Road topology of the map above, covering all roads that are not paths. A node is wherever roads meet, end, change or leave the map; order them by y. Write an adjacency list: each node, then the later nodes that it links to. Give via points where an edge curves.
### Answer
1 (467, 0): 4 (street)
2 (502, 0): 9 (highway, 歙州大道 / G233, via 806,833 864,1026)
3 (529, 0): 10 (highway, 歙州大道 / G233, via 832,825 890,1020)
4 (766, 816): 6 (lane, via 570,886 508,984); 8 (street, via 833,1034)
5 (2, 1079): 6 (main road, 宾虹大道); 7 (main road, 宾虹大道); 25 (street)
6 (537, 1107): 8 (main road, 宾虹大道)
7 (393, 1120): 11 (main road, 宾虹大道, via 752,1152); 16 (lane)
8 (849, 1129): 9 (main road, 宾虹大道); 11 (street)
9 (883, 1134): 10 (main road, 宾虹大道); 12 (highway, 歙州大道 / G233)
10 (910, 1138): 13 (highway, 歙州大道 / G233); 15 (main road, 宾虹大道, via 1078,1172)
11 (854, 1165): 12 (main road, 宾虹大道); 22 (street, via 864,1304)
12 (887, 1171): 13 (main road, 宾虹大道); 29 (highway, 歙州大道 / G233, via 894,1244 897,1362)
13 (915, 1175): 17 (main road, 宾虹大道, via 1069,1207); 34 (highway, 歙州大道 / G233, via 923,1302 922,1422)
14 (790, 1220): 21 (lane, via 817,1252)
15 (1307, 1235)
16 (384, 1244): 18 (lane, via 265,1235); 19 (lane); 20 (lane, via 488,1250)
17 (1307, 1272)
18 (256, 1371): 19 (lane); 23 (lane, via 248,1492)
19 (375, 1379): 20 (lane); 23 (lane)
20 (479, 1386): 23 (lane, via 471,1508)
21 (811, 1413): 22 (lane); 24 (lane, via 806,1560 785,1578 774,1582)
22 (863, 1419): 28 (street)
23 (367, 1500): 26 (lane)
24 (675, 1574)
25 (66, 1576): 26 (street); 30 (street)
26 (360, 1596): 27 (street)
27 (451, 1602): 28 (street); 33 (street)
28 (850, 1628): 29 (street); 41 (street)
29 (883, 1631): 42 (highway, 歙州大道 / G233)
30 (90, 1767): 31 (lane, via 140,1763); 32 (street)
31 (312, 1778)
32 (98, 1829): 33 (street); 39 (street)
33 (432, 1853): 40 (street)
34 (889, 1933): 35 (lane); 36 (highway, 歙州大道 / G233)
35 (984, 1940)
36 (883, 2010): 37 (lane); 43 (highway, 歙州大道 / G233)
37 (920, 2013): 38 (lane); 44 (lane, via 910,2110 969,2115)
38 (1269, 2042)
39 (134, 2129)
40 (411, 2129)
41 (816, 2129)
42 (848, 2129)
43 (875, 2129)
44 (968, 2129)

*What the task asks:* Copy the records above exactly.

*Answer to this problem:*
Road topology of the map above, covering all roads that are not paths. A node is wherever roads meet, end, change or leave the map; order them by y. Write an adjacency list: each node, then the later nodes that it links to. Give via points where an edge curves.
### Answer
1 (467, 0): 4 (street)
2 (502, 0): 9 (highway, 歙州大道 / G233, via 806,833 864,1026)
3 (529, 0): 10 (highway, 歙州大道 / G233, via 832,825 890,1020)
4 (766, 816): 6 (lane, via 570,886 508,984); 8 (street, via 833,1034)
5 (2, 1079): 6 (main road, 宾虹大道); 7 (main road, 宾虹大道); 25 (street)
6 (537, 1107): 8 (main road, 宾虹大道)
7 (393, 1120): 11 (main road, 宾虹大道, via 752,1152); 16 (lane)
8 (849, 1129): 9 (main road, 宾虹大道); 11 (street)
9 (883, 1134): 10 (main road, 宾虹大道); 12 (highway, 歙州大道 / G233)
10 (910, 1138): 13 (highway, 歙州大道 / G233); 15 (main road, 宾虹大道, via 1078,1172)
11 (854, 1165): 12 (main road, 宾虹大道); 22 (street, via 864,1304)
12 (887, 1171): 13 (main road, 宾虹大道); 29 (highway, 歙州大道 / G233, via 894,1244 897,1362)
13 (915, 1175): 17 (main road, 宾虹大道, via 1069,1207); 34 (highway, 歙州大道 / G233, via 923,1302 922,1422)
14 (790, 1220): 21 (lane, via 817,1252)
15 (1307, 1235)
16 (384, 1244): 18 (lane, via 265,1235); 19 (lane); 20 (lane, via 488,1250)
17 (1307, 1272)
18 (256, 1371): 19 (lane); 23 (lane, via 248,1492)
19 (375, 1379): 20 (lane); 23 (lane)
20 (479, 1386): 23 (lane, via 471,1508)
21 (811, 1413): 22 (lane); 24 (lane, via 806,1560 785,1578 774,1582)
22 (863, 1419): 28 (street)
23 (367, 1500): 26 (lane)
24 (675, 1574)
25 (66, 1576): 26 (street); 30 (street)
26 (360, 1596): 27 (street)
27 (451, 1602): 28 (street); 33 (street)
28 (850, 1628): 29 (street); 41 (street)
29 (883, 1631): 42 (highway, 歙州大道 / G233)
30 (90, 1767): 31 (lane, via 140,1763); 32 (street)
31 (312, 1778)
32 (98, 1829): 33 (street); 39 (street)
33 (432, 1853): 40 (street)
34 (889, 1933): 35 (lane); 36 (highway, 歙州大道 / G233)
35 (984, 1940)
36 (883, 2010): 37 (lane); 43 (highway, 歙州大道 / G233)
37 (920, 2013): 38 (lane); 44 (lane, via 910,2110 969,2115)
38 (1269, 2042)
39 (134, 2129)
40 (411, 2129)
41 (816, 2129)
42 (848, 2129)
43 (875, 2129)
44 (968, 2129)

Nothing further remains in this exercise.